• _Material shown_
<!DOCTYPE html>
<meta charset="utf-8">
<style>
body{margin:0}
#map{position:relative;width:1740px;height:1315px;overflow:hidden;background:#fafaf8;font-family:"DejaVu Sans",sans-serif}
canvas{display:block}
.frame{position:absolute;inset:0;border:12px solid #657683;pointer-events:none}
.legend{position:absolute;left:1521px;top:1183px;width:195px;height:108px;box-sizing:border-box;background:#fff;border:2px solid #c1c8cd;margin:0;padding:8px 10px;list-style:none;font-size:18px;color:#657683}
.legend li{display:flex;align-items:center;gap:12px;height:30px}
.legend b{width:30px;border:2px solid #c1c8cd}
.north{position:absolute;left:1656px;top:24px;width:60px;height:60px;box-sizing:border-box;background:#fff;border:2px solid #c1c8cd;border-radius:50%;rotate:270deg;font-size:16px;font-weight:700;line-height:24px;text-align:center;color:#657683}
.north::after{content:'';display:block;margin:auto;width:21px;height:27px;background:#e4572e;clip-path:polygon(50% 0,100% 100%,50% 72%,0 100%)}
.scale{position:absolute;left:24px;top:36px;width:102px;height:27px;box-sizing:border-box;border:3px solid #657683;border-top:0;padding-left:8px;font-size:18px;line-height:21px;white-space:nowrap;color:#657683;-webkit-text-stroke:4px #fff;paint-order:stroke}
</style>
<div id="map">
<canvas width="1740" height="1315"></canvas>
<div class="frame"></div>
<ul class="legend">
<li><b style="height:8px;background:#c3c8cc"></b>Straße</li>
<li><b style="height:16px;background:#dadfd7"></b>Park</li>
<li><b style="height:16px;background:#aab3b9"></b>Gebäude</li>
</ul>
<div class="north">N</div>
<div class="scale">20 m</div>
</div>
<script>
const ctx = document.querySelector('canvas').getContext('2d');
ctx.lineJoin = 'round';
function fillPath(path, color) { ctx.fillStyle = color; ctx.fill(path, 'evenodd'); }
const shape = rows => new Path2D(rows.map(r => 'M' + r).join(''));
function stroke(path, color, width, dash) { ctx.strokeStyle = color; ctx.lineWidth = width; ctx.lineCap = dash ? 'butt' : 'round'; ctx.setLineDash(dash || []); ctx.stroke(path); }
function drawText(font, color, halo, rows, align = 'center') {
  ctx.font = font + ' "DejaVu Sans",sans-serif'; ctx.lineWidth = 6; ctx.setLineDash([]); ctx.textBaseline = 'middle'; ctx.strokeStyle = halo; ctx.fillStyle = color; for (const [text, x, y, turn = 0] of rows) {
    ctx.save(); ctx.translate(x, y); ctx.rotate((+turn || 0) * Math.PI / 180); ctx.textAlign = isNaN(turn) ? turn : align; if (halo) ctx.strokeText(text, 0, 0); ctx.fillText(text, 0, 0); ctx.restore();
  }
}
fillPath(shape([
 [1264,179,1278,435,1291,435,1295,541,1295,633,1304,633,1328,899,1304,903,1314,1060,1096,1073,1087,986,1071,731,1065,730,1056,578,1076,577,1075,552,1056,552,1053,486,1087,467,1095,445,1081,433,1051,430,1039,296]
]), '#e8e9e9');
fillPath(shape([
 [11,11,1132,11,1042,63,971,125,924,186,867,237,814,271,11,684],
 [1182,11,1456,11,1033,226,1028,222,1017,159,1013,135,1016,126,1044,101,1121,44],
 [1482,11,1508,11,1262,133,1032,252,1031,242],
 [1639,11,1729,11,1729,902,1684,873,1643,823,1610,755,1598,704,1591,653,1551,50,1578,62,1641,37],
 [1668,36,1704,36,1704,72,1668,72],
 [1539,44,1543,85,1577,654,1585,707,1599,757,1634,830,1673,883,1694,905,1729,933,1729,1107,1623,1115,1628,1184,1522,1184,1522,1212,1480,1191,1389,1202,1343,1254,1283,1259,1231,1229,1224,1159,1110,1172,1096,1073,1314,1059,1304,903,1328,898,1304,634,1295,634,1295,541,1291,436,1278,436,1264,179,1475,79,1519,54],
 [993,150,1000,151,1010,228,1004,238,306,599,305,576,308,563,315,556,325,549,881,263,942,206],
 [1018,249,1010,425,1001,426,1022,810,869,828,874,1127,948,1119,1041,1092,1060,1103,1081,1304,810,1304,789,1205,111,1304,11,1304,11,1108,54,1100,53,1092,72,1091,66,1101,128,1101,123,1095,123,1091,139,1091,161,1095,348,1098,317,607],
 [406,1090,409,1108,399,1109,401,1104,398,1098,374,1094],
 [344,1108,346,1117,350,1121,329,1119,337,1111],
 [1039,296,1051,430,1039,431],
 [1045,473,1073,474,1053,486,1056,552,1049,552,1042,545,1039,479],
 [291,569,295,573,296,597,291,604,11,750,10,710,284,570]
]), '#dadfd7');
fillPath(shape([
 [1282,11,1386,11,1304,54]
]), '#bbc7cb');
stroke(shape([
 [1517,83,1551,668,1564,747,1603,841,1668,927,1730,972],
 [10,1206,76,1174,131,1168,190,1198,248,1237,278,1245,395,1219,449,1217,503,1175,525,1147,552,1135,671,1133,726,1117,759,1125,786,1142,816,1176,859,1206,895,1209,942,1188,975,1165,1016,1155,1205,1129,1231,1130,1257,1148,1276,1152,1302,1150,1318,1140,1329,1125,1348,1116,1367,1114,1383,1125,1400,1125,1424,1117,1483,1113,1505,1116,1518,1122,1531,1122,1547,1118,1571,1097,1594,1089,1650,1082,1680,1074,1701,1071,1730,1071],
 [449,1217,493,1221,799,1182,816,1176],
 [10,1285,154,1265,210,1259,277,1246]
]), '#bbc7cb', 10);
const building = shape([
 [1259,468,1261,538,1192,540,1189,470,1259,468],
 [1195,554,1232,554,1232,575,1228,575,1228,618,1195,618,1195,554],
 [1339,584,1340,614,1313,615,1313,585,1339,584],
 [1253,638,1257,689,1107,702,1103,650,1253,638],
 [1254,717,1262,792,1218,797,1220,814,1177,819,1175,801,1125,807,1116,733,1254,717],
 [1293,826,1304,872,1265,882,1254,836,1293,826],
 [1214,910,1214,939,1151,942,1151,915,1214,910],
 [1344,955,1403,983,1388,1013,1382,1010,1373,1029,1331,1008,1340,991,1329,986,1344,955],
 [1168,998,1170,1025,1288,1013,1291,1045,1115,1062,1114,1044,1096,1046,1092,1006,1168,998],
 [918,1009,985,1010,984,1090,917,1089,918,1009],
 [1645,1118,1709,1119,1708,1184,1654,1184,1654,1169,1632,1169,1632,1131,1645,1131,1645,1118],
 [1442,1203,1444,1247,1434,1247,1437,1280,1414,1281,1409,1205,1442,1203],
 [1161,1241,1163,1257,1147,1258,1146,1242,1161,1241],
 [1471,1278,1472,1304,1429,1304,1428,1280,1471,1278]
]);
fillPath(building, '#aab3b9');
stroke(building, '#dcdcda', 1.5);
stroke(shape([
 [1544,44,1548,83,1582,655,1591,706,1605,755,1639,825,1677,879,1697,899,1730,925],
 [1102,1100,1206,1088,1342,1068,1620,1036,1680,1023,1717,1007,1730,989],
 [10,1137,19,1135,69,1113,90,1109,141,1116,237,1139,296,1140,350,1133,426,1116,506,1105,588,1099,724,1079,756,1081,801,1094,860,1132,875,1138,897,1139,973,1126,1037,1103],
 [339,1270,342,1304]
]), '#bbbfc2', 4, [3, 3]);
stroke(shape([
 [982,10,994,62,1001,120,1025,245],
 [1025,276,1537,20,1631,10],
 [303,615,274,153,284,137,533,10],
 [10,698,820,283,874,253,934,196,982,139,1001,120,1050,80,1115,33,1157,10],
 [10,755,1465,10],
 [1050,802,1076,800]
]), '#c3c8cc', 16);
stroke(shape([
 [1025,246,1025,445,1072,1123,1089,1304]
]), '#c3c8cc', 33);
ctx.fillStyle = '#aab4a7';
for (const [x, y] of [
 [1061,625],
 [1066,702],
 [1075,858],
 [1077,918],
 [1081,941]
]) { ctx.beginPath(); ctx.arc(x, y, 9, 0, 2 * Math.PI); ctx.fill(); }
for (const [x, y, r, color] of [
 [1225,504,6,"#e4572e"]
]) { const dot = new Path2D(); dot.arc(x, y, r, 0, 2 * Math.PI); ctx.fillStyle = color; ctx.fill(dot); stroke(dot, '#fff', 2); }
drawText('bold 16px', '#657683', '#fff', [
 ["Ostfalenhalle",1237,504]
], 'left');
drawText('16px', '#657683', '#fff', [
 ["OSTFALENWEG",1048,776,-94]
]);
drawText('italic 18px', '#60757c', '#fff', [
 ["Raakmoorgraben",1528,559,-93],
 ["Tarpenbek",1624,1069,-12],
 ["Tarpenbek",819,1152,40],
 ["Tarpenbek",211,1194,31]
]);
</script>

--

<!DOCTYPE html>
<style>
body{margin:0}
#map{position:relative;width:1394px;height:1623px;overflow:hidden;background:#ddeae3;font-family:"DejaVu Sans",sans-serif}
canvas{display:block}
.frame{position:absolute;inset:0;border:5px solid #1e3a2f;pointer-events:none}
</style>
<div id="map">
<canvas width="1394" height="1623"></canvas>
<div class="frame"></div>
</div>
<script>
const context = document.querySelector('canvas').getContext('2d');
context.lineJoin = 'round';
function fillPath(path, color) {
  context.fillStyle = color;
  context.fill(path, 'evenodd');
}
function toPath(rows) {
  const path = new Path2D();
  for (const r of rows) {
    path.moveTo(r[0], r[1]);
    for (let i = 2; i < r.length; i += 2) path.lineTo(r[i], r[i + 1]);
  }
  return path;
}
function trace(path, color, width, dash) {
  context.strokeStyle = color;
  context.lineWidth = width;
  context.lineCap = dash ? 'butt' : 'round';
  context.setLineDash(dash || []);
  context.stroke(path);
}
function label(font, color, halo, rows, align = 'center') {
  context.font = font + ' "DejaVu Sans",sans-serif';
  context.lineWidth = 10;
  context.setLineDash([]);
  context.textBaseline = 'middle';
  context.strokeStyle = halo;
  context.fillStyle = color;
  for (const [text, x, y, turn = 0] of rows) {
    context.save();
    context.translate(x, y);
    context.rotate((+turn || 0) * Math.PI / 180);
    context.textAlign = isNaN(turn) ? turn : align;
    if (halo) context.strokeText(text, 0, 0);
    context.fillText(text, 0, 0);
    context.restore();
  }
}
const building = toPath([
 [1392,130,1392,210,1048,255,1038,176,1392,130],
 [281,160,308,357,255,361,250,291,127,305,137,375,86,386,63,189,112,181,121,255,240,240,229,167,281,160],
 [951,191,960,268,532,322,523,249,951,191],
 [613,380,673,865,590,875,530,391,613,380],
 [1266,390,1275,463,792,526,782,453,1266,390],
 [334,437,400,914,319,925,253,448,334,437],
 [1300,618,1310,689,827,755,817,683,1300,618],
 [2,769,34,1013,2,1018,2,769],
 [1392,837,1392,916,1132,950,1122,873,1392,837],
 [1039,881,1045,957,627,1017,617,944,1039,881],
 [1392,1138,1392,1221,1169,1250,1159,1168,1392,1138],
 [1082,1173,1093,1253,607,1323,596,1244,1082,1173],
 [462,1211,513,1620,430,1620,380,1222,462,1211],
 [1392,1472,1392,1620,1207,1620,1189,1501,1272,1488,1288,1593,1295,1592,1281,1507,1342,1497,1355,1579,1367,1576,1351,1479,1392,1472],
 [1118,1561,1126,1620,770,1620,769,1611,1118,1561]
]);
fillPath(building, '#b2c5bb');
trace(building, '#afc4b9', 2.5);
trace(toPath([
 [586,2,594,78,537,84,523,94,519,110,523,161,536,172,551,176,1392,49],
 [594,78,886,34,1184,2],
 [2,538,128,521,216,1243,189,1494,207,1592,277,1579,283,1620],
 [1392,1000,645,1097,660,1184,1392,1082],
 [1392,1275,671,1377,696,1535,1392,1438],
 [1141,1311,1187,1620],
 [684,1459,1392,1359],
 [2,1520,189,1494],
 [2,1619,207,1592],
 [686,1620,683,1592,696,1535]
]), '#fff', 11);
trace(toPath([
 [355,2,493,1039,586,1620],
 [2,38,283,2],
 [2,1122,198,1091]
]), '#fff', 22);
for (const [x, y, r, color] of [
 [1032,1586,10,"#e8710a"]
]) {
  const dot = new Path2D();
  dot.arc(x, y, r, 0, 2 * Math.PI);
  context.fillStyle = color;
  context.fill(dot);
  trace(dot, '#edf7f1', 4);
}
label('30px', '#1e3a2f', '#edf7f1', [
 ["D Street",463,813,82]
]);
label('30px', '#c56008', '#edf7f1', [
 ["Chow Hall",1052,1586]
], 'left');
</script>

• _Work required_
In your answer, include only the lines above starting at the line that holds "path.moveTo(r[0], r[1]);" and ending at the line that holds "context.translate(x, y);", copied exactly.

• _Written response_
    path.moveTo(r[0], r[1]);
    for (let i = 2; i < r.length; i += 2) path.lineTo(r[i], r[i + 1]);
  }
  return path;
}
function trace(path, color, width, dash) {
  context.strokeStyle = color;
  context.lineWidth = width;
  context.lineCap = dash ? 'butt' : 'round';
  context.setLineDash(dash || []);
  context.stroke(path);
}
function label(font, color, halo, rows, align = 'center') {
  context.font = font + ' "DejaVu Sans",sans-serif';
  context.lineWidth = 10;
  context.setLineDash([]);
  context.textBaseline = 'middle';
  context.strokeStyle = halo;
  context.fillStyle = color;
  for (const [text, x, y, turn = 0] of rows) {
    context.save();
    context.translate(x, y);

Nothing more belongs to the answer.